Semantic Search Configuration Guide
This guide covers all configuration options for DataHub's semantic search, including embedding models, index settings, and environment variables.
Enabling Semantic Search
Environment Variables
Set these in your deployment configuration (e.g., docker/profiles/empty2.env):
# Enable semantic search feature
ELASTICSEARCH_SEMANTIC_SEARCH_ENABLED=true
# Entity types to enable (comma-separated)
ELASTICSEARCH_SEMANTIC_SEARCH_ENTITIES=document
# Vector dimensions (must match embedding model)
ELASTICSEARCH_SEMANTIC_VECTOR_DIMENSION=1024
Application Configuration
In metadata-service/configuration/src/main/resources/application.yaml:
elasticsearch:
search:
semanticSearch:
enabled: ${ELASTICSEARCH_SEMANTIC_SEARCH_ENABLED:false}
enabledEntities: ${ELASTICSEARCH_SEMANTIC_SEARCH_ENTITIES:document}
models:
cohere_embed_v3:
vectorDimension: ${ELASTICSEARCH_SEMANTIC_VECTOR_DIMENSION:1024}
knnEngine: faiss
spaceType: cosinesimil
efConstruction: 128
m: 16
Embedding Models
Understanding Embedding Providers
There are two separate embedding contexts in DataHub's semantic search:
| Context | When | Who Generates | Configuration |
|---|---|---|---|
| Document Embeddings | At ingestion time | Ingestion Connector | Configured in connector |
| Query Embeddings | At search time | GMS | Configured in GMS (below) |
Important: The GMS embedding provider (configured below) is used only for query embedding.
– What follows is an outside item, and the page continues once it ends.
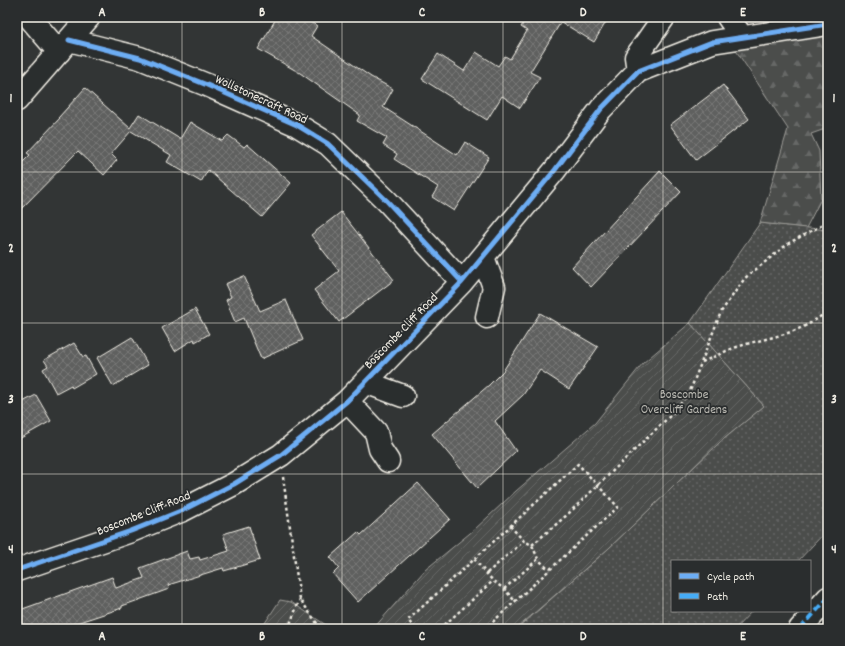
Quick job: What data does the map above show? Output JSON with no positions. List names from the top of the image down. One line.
{"streets":{"street":["Wollstonecraft Road","Boscombe Cliff Road"]},"crossings":[["Wollstonecraft Road","Boscombe Cliff Road"]],"parks":["Boscombe Overcliff Gardens"],"legend":["Cycle path","Path"],"grid":{"columns":["A","B","C","D","E"],"rows":["1","2","3","4"]}}
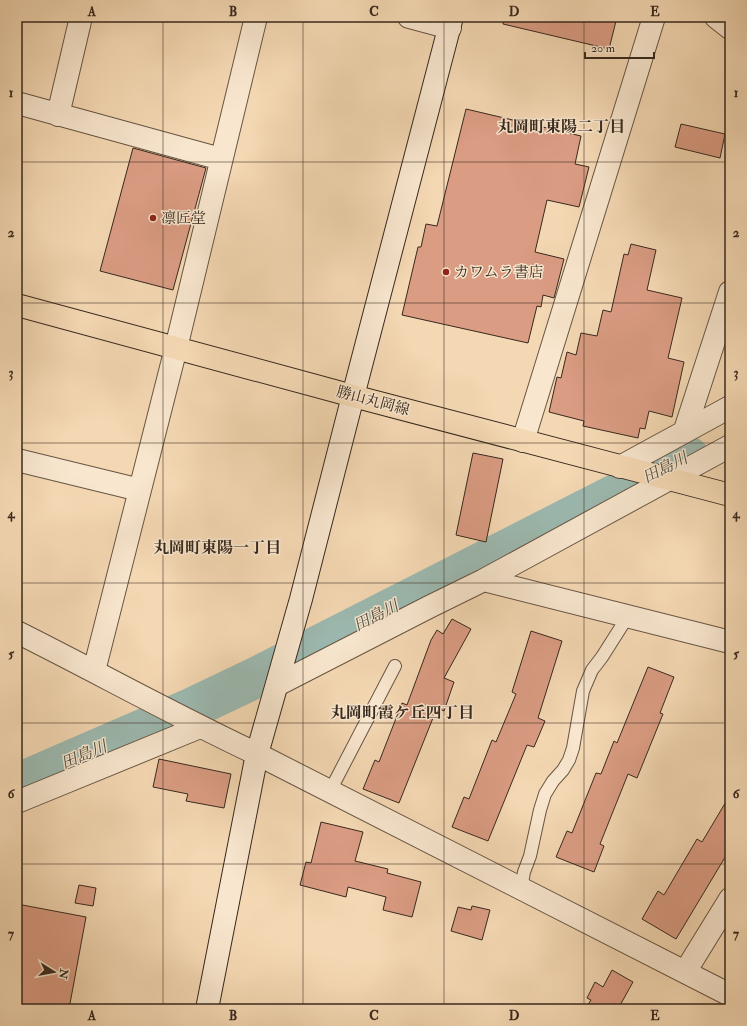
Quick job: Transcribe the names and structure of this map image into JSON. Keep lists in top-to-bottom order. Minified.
{"streets":{"main road":["勝山丸岡線"]},"districts":["丸岡町東陽二丁目","丸岡町東陽一丁目","丸岡町霞ケ丘四丁目"],"water":["田島川"],"places":["凛匠堂","カワムラ書店"],"scale_bar":"20 m","north":"right","grid":{"columns":["A","B","C","D","E"],"rows":["1","2","3","4","5","6","7"]}}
Document embeddings are generated by the ingestion connector using its own embedding configuration. Both must use the same embedding model for semantic search to work correctly.
Ingestion via MCP (Metadata Change Proposal)
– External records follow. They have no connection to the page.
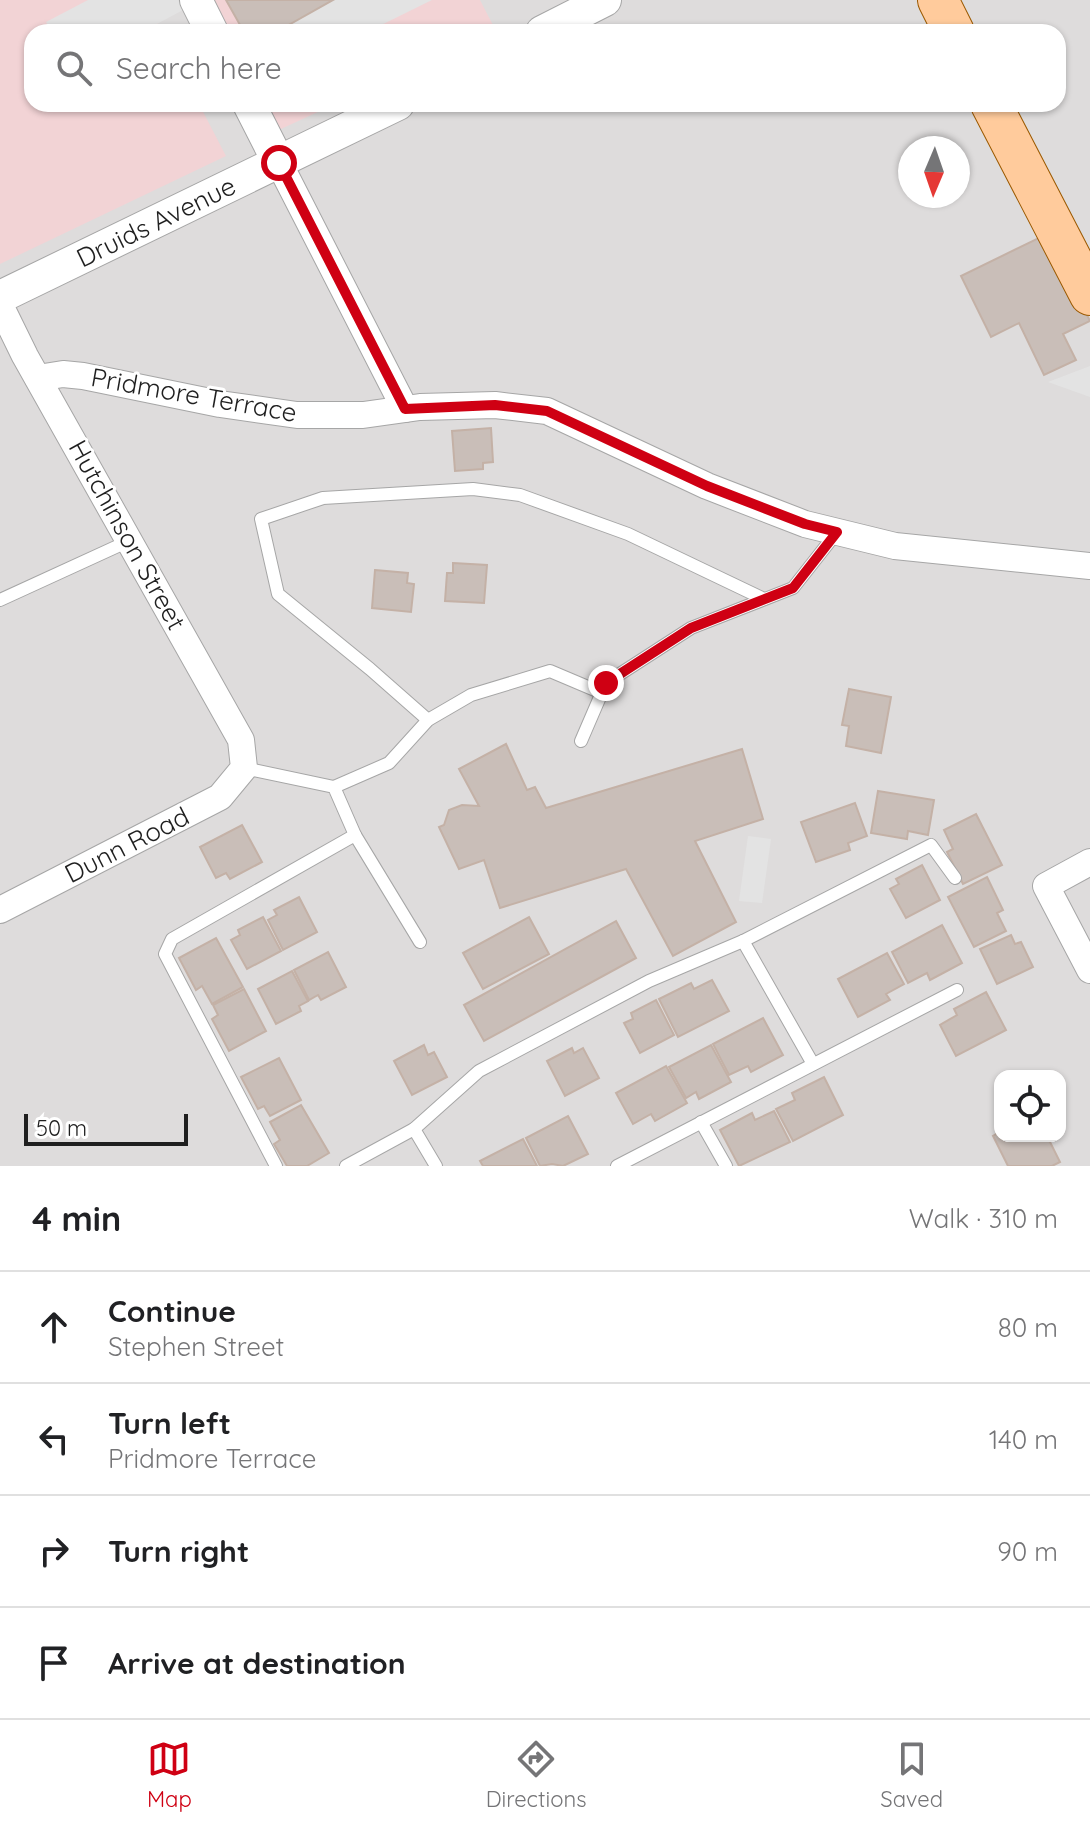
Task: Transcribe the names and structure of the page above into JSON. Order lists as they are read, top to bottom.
{
  "streets": {
    "street": [
      "Druids Avenue",
      "Pridmore Terrace",
      "Hutchinson Street",
      "Dunn Road"
    ]
  },
  "crossings": [
    ["Pridmore Terrace", "Hutchinson Street"],
    ["Hutchinson Street", "Dunn Road"]
  ],
  "scale_bar": "50 m",
  "north": "bottom",
  "page": {
    "search": "Search here",
    "scale": "50 m",
    "heading": ["4 min", "Walk · 310 m"],
    "list": [
      ["Continue", "Stephen Street", "80 m"],
      ["Turn left", "Pridmore Terrace", "140 m"],
      ["Turn right", "90 m"],
      "Arrive at destination"
    ],
    "nav": ["Map", "Directions", "Saved"]
  }
}
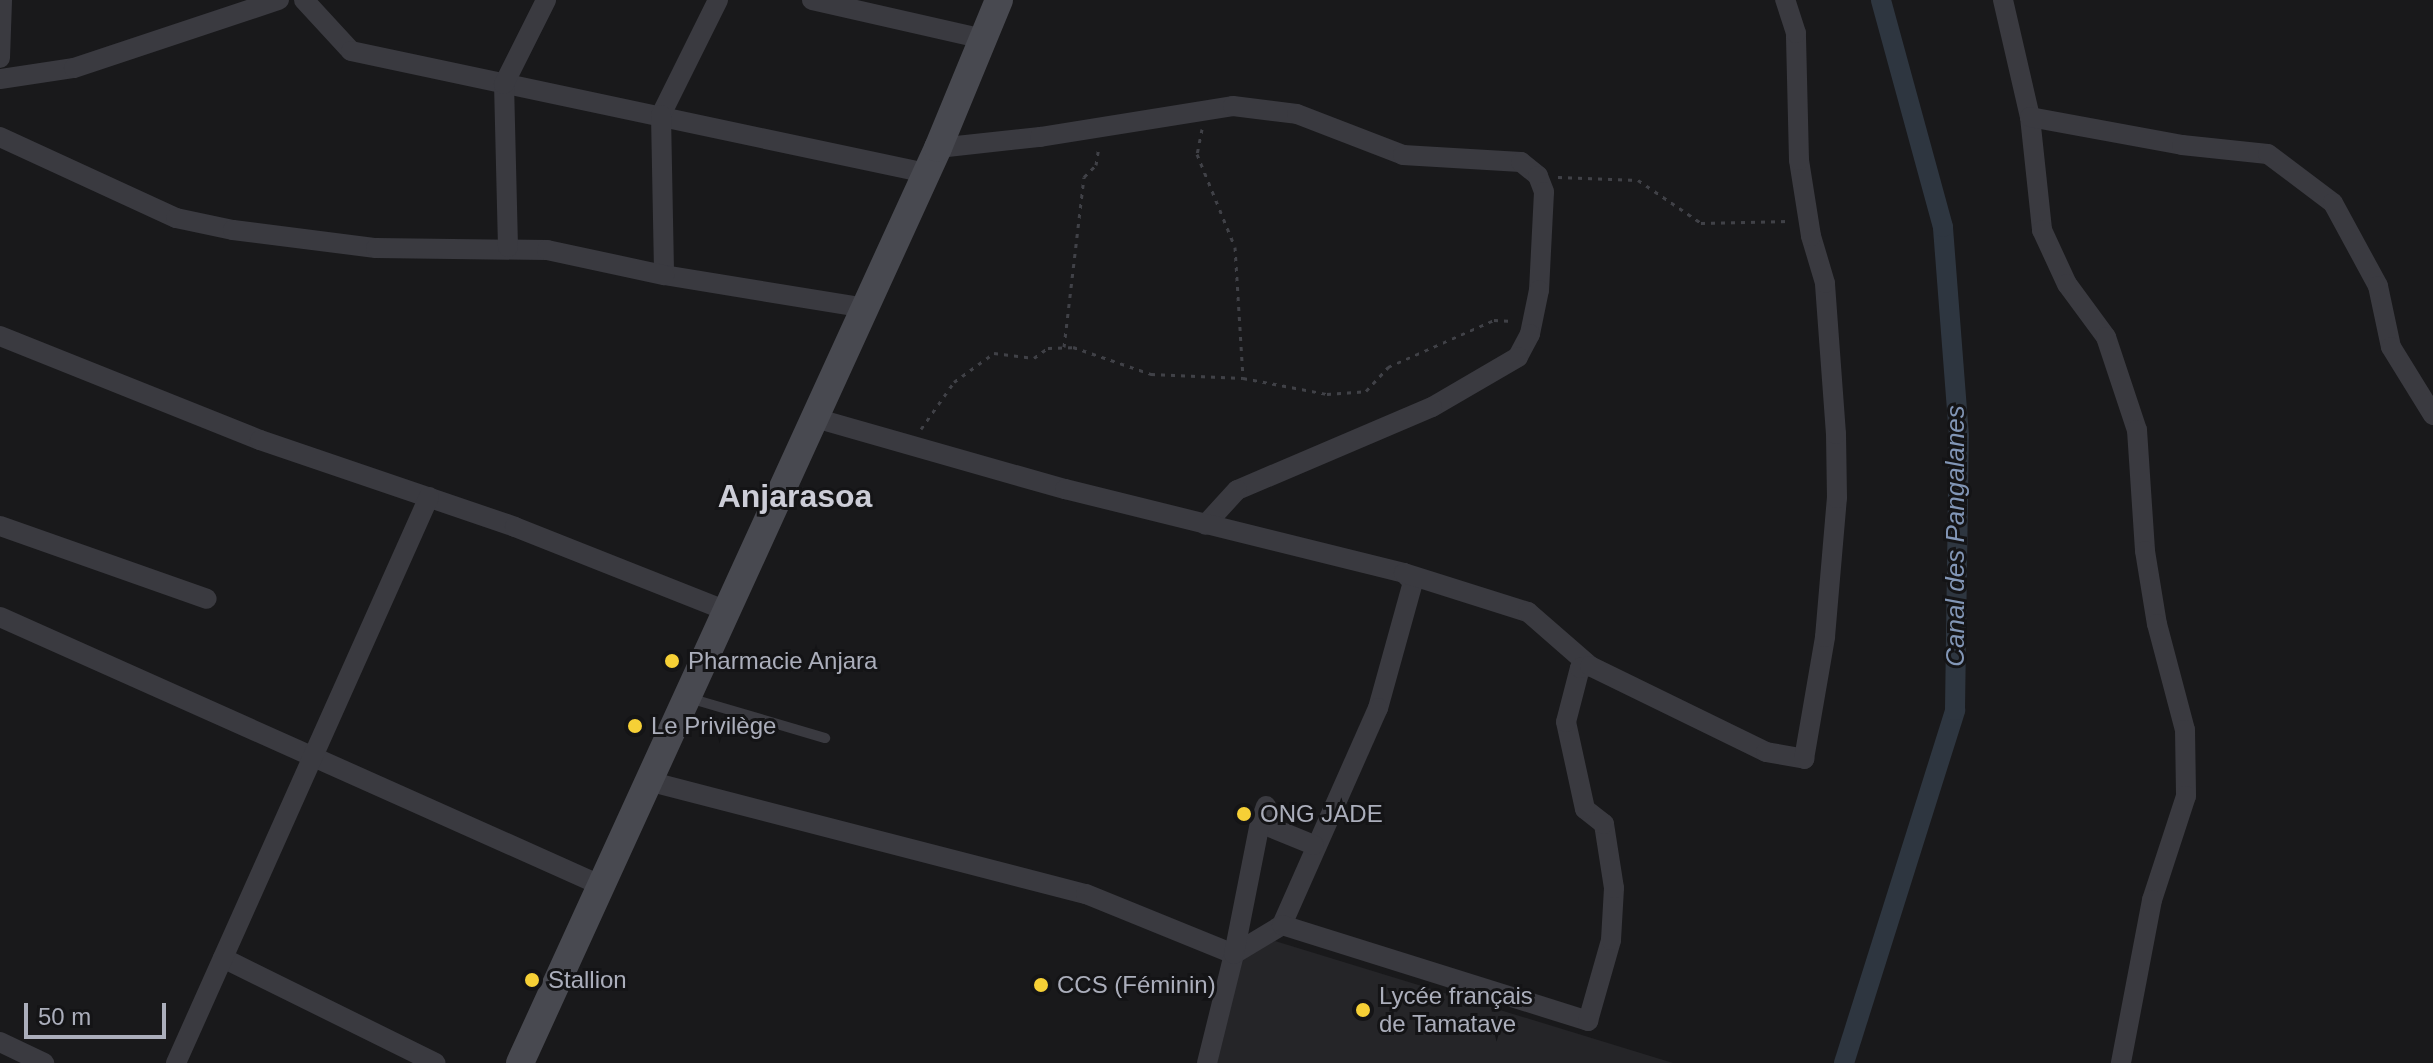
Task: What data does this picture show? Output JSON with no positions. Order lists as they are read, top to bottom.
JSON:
{
  "districts": ["Anjarasoa"],
  "water": ["Canal des Pangalanes"],
  "places": [
    "Pharmacie Anjara",
    "Le Privilège",
    "ONG JADE",
    "Stallion",
    "CCS (Féminin)",
    "Lycée français de Tamatave"
  ],
  "scale_bar": "50 m"
}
Document embeddings are sent to DataHub via MCP using the SemanticContent aspect. This is the standard DataHub pattern for ingesting metadata.
MCP Payload Structure:
{
"entityType": "document",
"entityUrn": "urn:li:document:my-doc-123",
"aspectName": "semanticContent",
"aspect": {
"value": "{...JSON encoded SemanticContent...}",
"contentType": "application/json"
}
}
SemanticContent Aspect:
{
"embeddings": {
"cohere_embed_v3": {
"modelVersion": "bedrock/cohere.embed-english-v3",
"generatedAt": 1702234567890,
"chunkingStrategy": "sentence_boundary_400t",
"totalChunks": 2,
"totalTokens": 450,
"chunks": [
{
"position": 0,
"vector": [0.123, -0.456, ...],
"characterOffset": 0,
"characterLength": 512,
"tokenCount": 230,
"text": "First chunk of text..."
}
]
}
}
}
Privacy Option: The text field in each chunk is optional. For sensitive data sources, you can omit the source text and send only the embedding vectors.
GMS Query Embedding Provider (Java)
GMS uses an EmbeddingProvider implementation to generate query embeddings at search time.
Interface: com.linkedin.metadata.search.embedding.EmbeddingProvider
public interface EmbeddingProvider {
/**
* Returns an embedding vector for the given text.
* @param text The text to embed
* @param model The model identifier (nullable, uses default if null)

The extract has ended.